=== AVAILABLE DATA ===
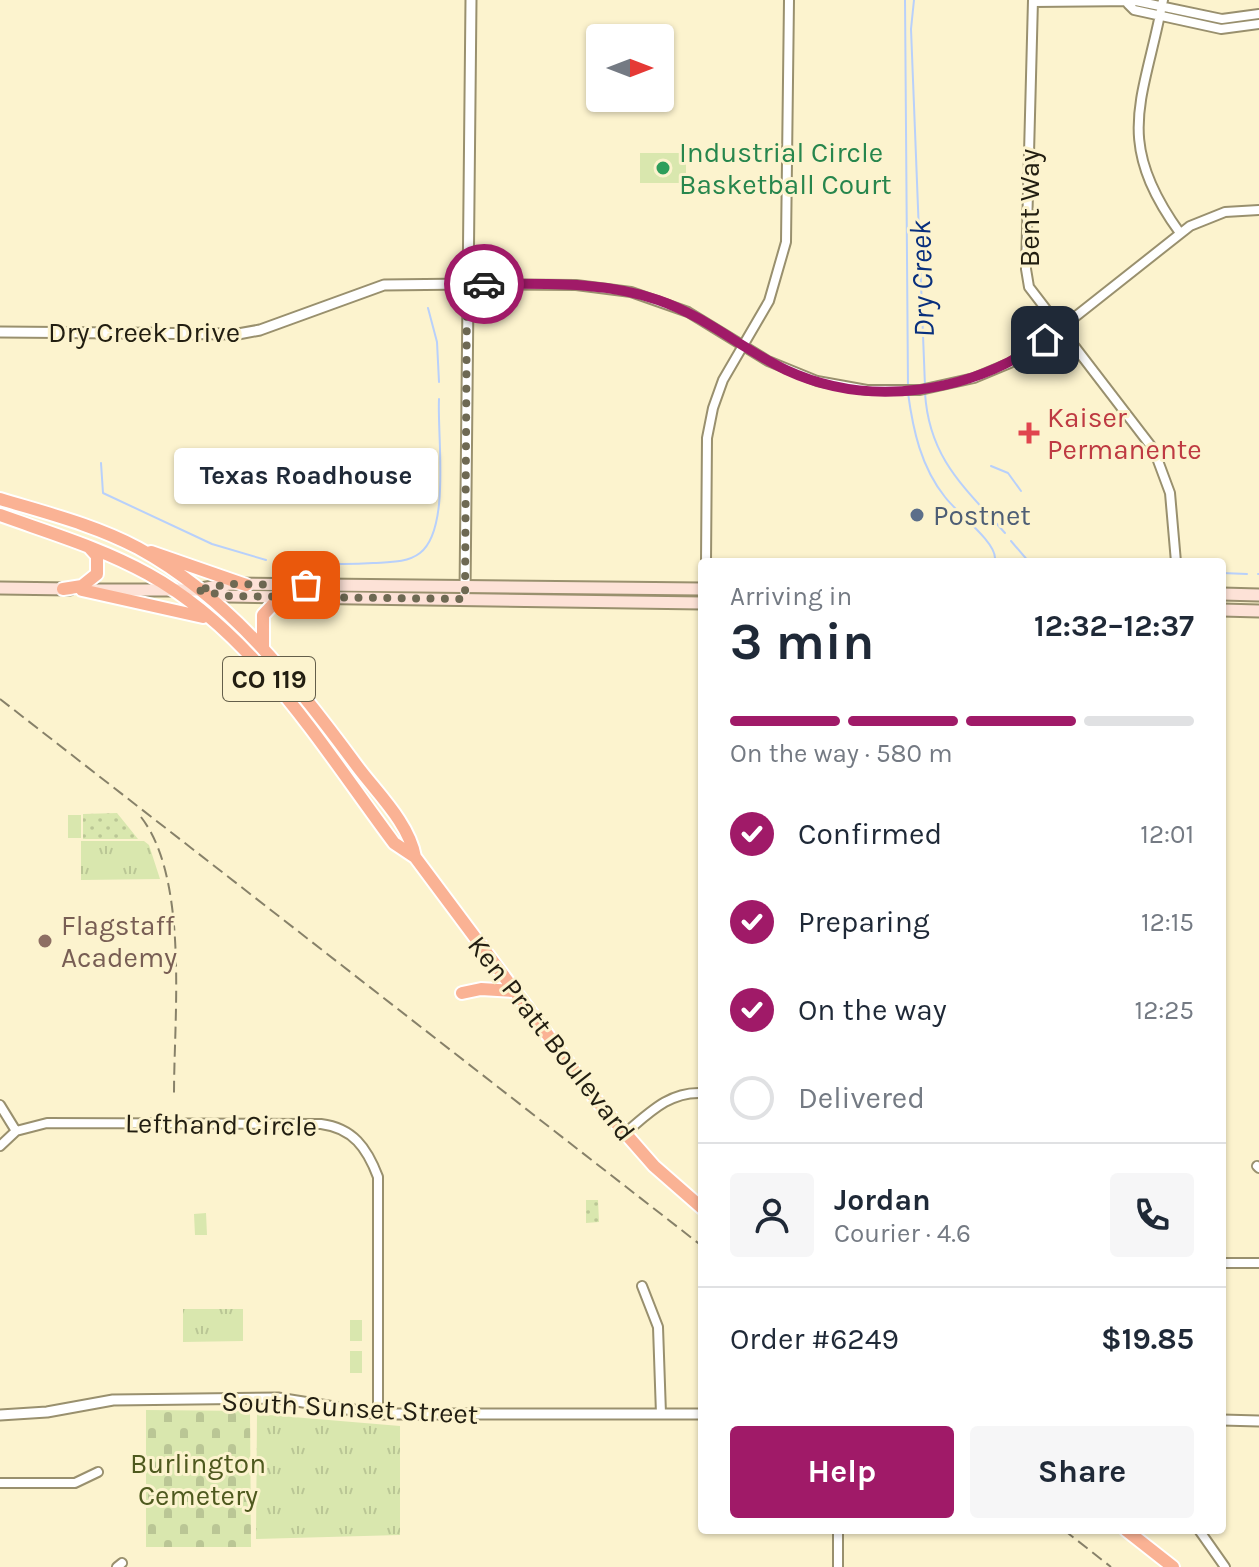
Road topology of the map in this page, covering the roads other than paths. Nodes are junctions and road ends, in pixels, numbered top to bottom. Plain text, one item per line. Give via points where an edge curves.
===
=== AVAILABLE DATA ===
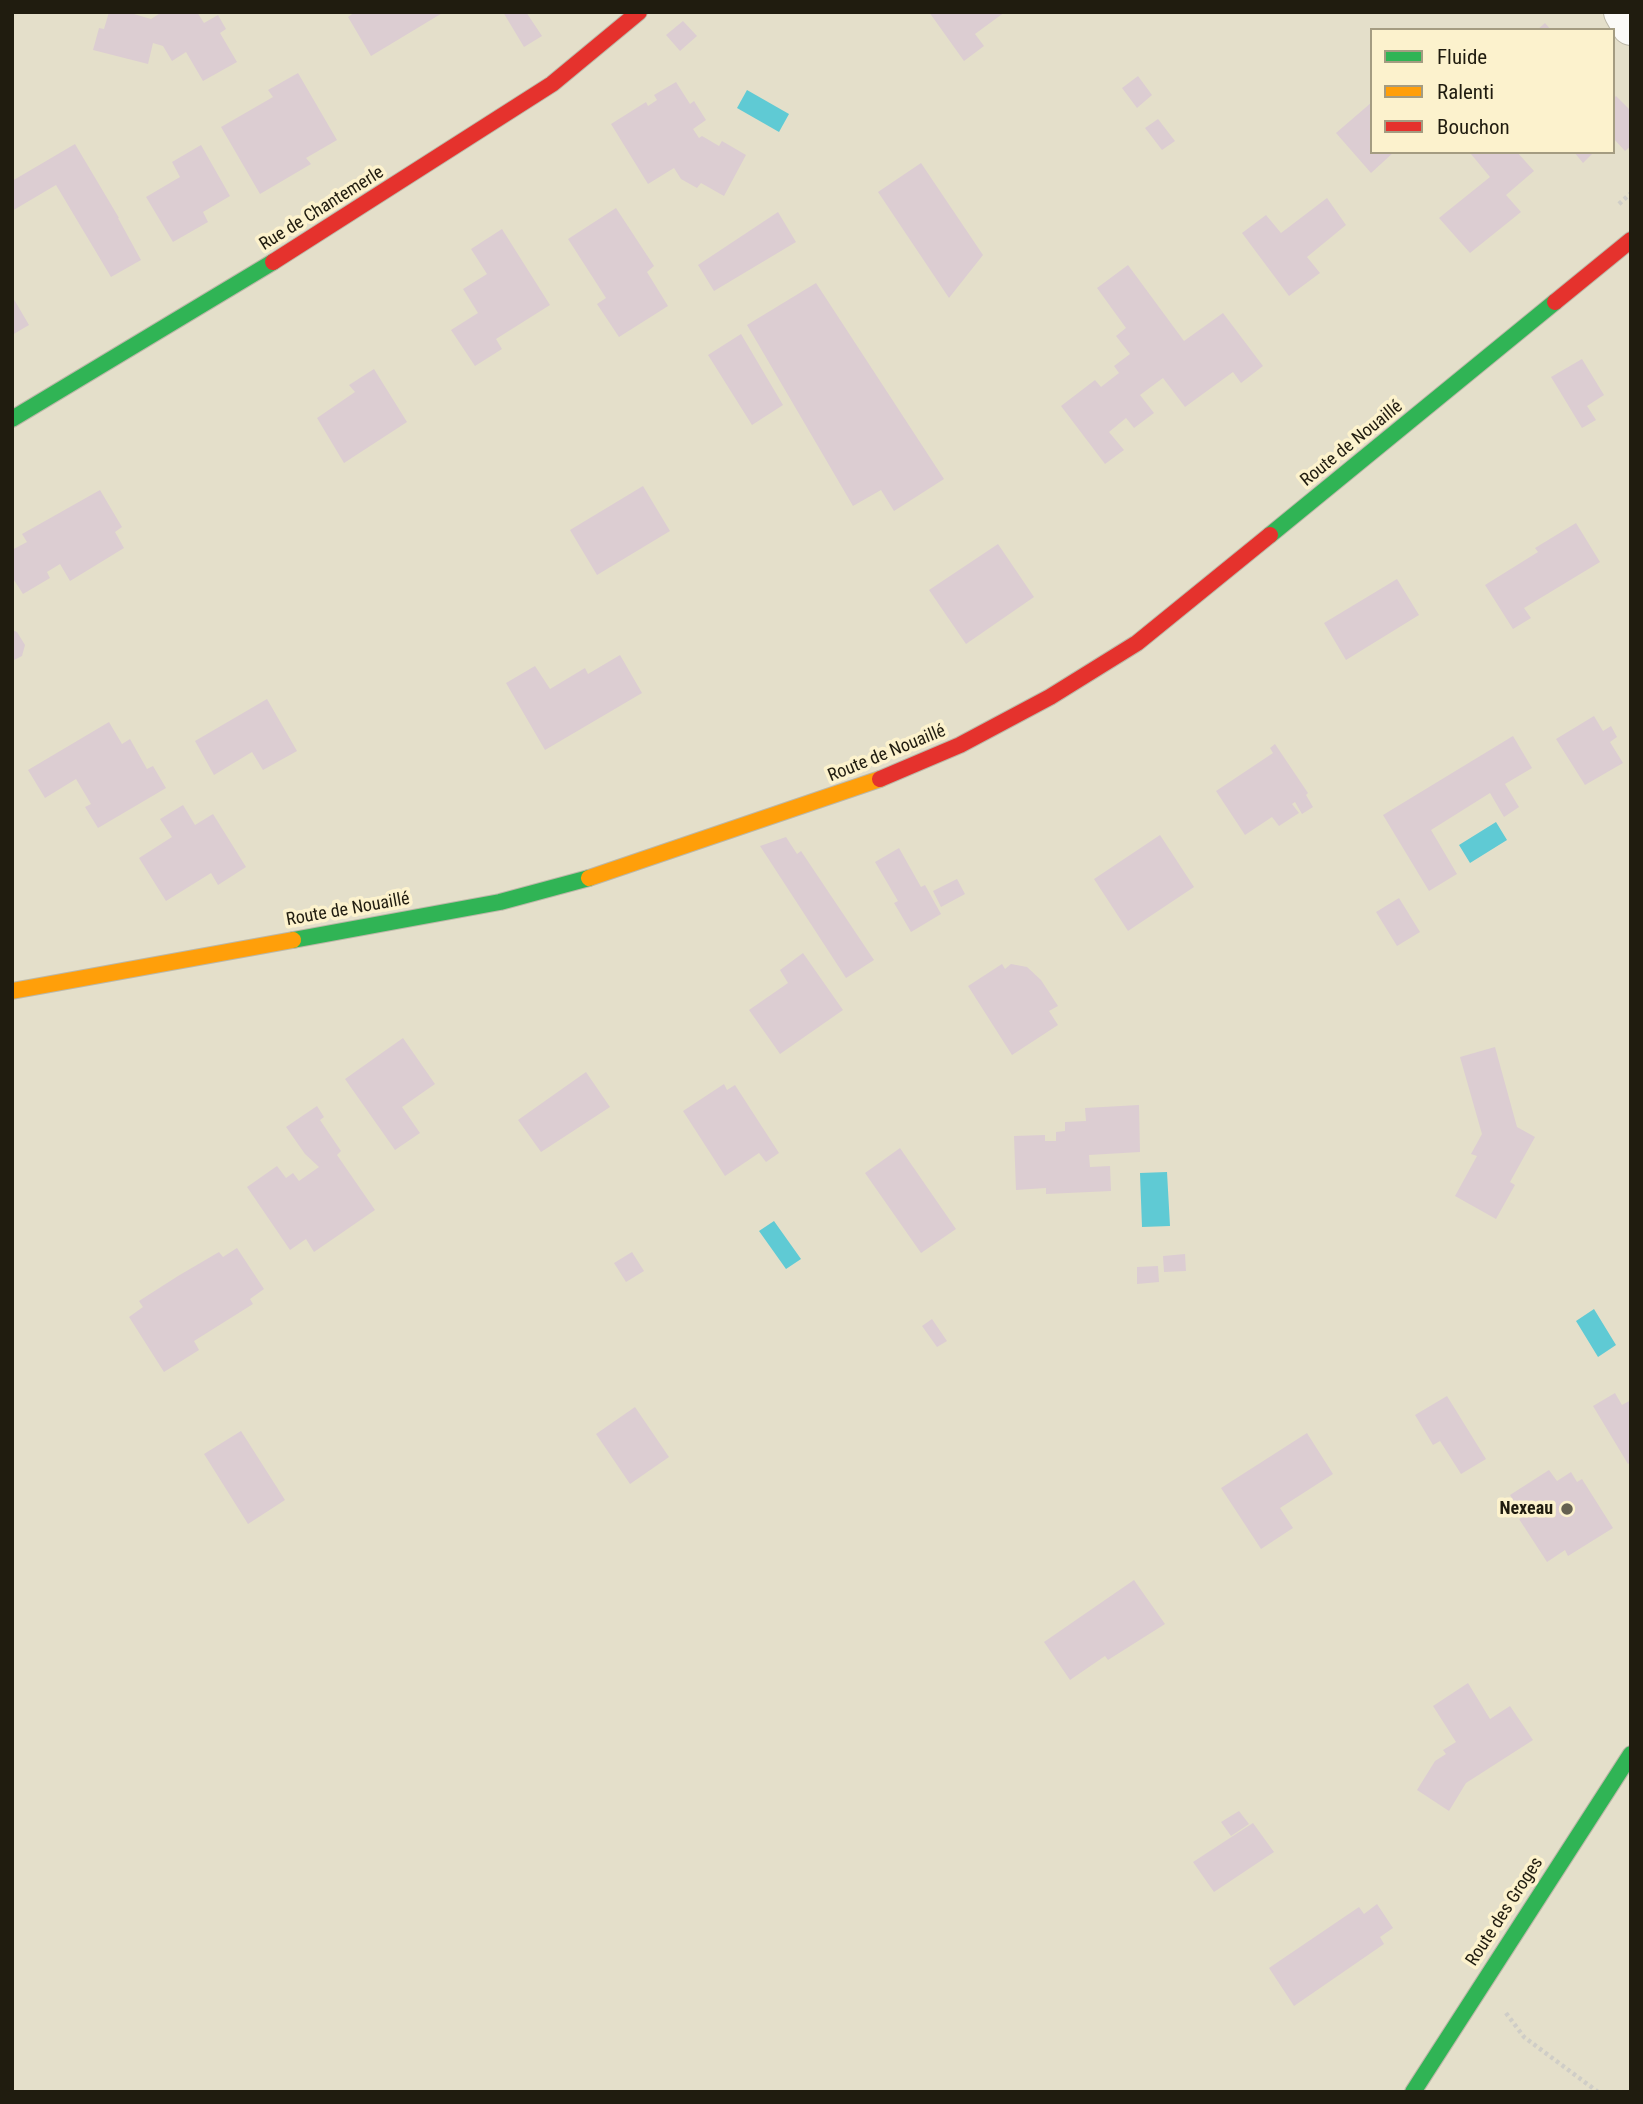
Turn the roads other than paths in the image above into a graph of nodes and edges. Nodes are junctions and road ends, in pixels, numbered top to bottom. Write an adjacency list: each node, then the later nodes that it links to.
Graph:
===
**WHAT YOU SHOULD DO**
What lines in the entries contain "roads"? Report each one by copying it.

**EXERCISE SOLUTION**
Road topology of the map in this page, covering the roads other than paths. Nodes are junctions and road ends, in pixels, numbered top to bottom. Plain text, one item per line. Give via points where an edge curves.
Turn the roads other than paths in the image above into a graph of nodes and edges. Nodes are junctions and road ends, in pixels, numbered top to bottom. Write an adjacency list: each node, then the later nodes that it links to.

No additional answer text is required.